A&J Meats & Seafood: Going strong after all these years

Consider this: One of Queen Anne’s longest-running, most successful businesses has no website, e-mail or social-media presence.

If those facts imply old-school, they also reinforce a basic tenet for any successful business: The value of a focus on high quality, coupled with the personal touch.

A&J Meats & Seafood Inc. (2401 Queen Anne Ave. N.), owned by husband-and-wife team Rick and Julie Friar, carries on a tradition started by Rick’s dad, Jerry (the “J”) and his partner Al Ploe, (the “A”), when the pair founded the business during the Truman administration in 1951.

In those days, the parents, grandparents and great-grandparents of many of A&J’s current customers — long before the slow-food movement and “culinary intelligence” became hot topics — knew where their meat came from, just as they knew one cut from another. The local butcher was as much a part of a family’s universe as the milkman or doctor who made house calls.

The iconic small business
When A&J started out inside Quality Market (where Salon Joseph is now, at 600 W. McGraw St.), there were more than a half-dozen shops on the hill cutting meat to order. A&J’s business was so good, it moved to its current location in 1970. The original A&J sign hangs above the doorway on the south wall.

Rick and Julie, both early 1970s graduates of Queen Anne High School, took over the business in 1989. Julie, who had been a manager with First Interstate Bank, handled the books; at the time, she was not a grand hand in the kitchen.

Or, or she puts it: “I couldn’t cook.” She can now.
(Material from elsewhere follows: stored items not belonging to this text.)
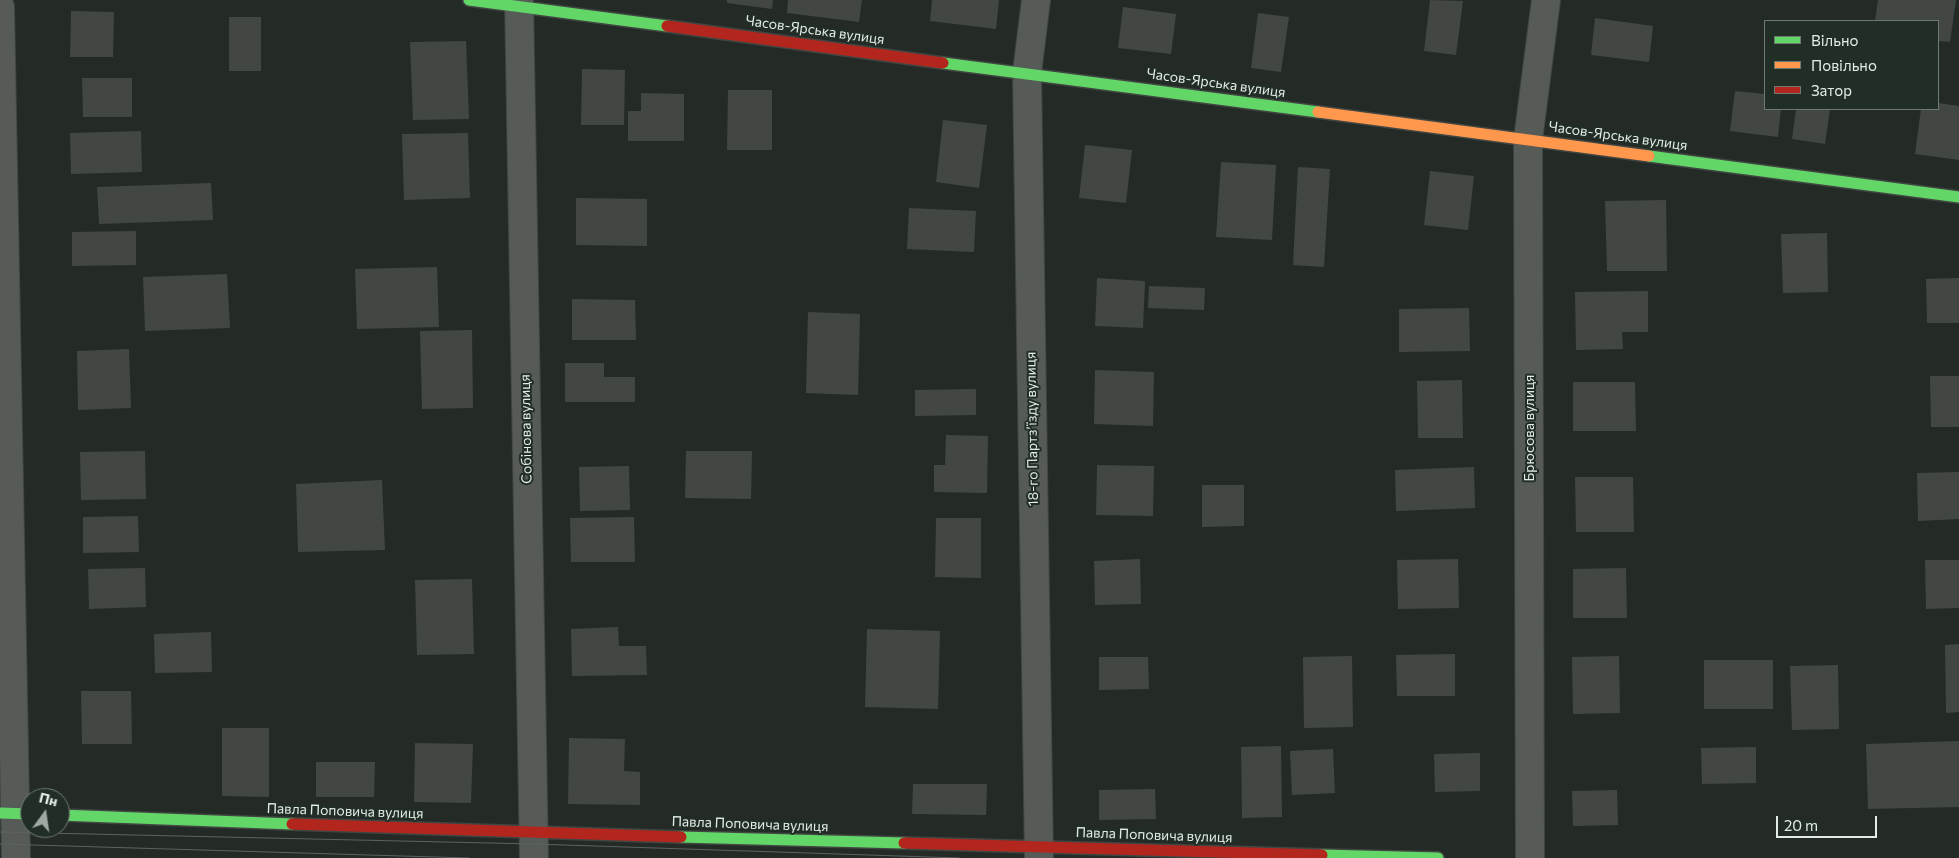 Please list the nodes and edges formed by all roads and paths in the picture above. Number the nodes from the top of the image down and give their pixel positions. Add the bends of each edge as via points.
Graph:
1 (469, 0) edge
2 (1036, 0) edge
3 (1546, 0) edge
4 (519, 3) edge
5 (0, 8) edge
6 (1027, 73) junction
7 (1528, 140) junction
8 (1959, 197) edge
9 (15, 813) edge
10 (70, 816) edge
11 (534, 846) edge
12 (1039, 852) edge
13 (16, 858) edge
14 (1438, 858) edge
15 (1530, 858) edge

1 - 4 street, Часов-Ярська вулиця
2 - 6 street, 18-го Партз’їзду вулиця
3 - 7 street, Брюсова вулиця
4 - 6 street, Часов-Ярська вулиця
4 - 11 street, Собінова вулиця
5 - 9 street
6 - 7 street, Часов-Ярська вулиця
6 - 12 street, 18-го Партз’їзду вулиця
7 - 8 street, Часов-Ярська вулиця
7 - 15 street, Брюсова вулиця
9 - 13 street
10 - 11 street, Павла Поповича вулиця
11 - 12 street, Павла Поповича вулиця
12 - 14 street, Павла Поповича вулиця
In fact, those handy cooking instruction sheets found at the meat counter owe their origins to Julie’s notes to herself in her early days on the job.
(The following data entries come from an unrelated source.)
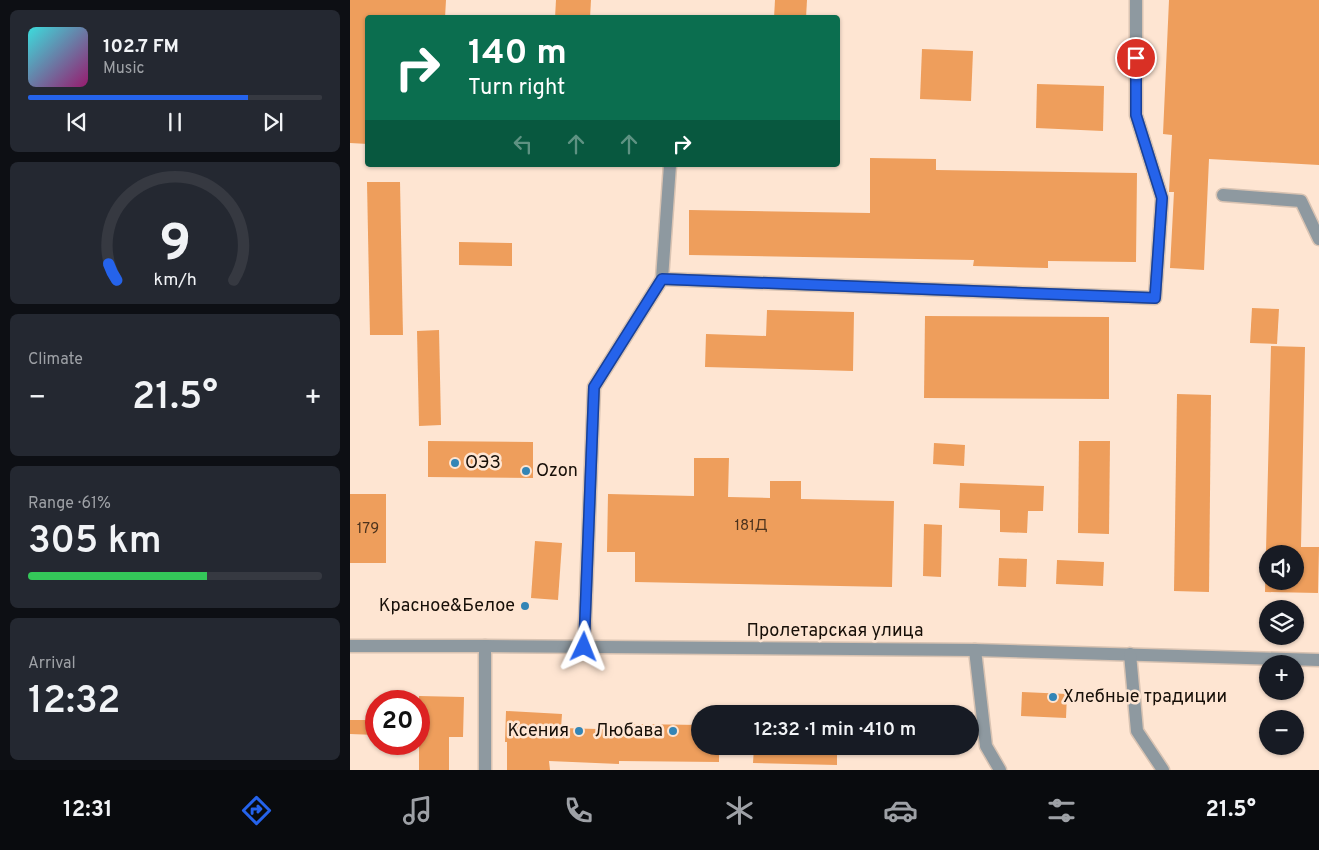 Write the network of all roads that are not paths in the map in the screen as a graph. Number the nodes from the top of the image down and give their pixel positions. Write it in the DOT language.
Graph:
graph roads {
  1 [pos="1136,0"];
  2 [pos="670,167"];
  3 [pos="1223,195"];
  4 [pos="1319,239"];
  5 [pos="662,279"];
  6 [pos="350,646"];
  7 [pos="485,646"];
  8 [pos="584,647"];
  9 [pos="975,650"];
  10 [pos="1130,654"];
  11 [pos="1319,660"];
  12 [pos="485,770"];
  13 [pos="1000,770"];
  14 [pos="1163,770"];
  1 -- 5 [label="street"];
  2 -- 5 [label="street"];
  3 -- 4 [label="street"];
  5 -- 8 [label="street"];
  6 -- 7 [label="street, Пролетарская улица"];
  7 -- 8 [label="street, Пролетарская улица"];
  7 -- 12 [label="street"];
  8 -- 9 [label="street, Пролетарская улица"];
  9 -- 10 [label="street, Пролетарская улица"];
  9 -- 13 [label="street"];
  10 -- 11 [label="street, Пролетарская улица"];
  10 -- 14 [label="street"];
}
“We find people come in because they want to pick out their steak, or maybe they want two lamb chops,” she said. “People can buy a third of a pound of ground beef. You don’t have to buy family packs.”

A& J makes its own sausages; its smokehouse is in back.

It helps to have grown up in the business: “A good meat cutter has to know everything,” Rick said about what it takes. “You must know how to process meat, how to handle it, how to make sausage.”

Rick is the master meat cutter, maintaining longstanding relationships with regional farms. A&J’s connection with its two main beef suppliers reaches back to the 1950s.
“The suppliers know what to send us,” Rick said. “We don’t have to fight for quality.”

Wild Salmon Seafood Market occupies part of A&J’s counter space; McCarthy & Schiering wine merchants are located on the west side of the building — three iconic neighborhood businesses clustered under the one roof.

Diversity at its best
A&J’s prepared meals to-go have always been an important of the business mix, well before TV dinners hit the market: meatloaves, chicken pot pies, meatballs, the perennially popular Maui Ribs, Chicken Cordon Bleu and Bavarian Rouladen among them. A&J’s rib roasts sell out before Christmas.

Julie said about 30 percent of the business comes from outside Queen Anne; the market even draws people from Bainbridge Island who make the trek to stock up.

If the Friars plan no digital drive to expand market share, on-line review sites like Yelp do a lot of the talking for them, with customer reviews most businesses would die for.
After all these years, it’s still fun, Julie said.

“I like the interactions with our employees and our customers,” she noted. “They’re truly amazing. People like to go where people know their name.”

Culinary intelligence, like a stubborn gene, persists through the generations, despite the big-box stores that bank on convenience over quality.

“We’re very, very lucky,” Julie said. “And we’re sustained by our customers. We don’t take it for granted.”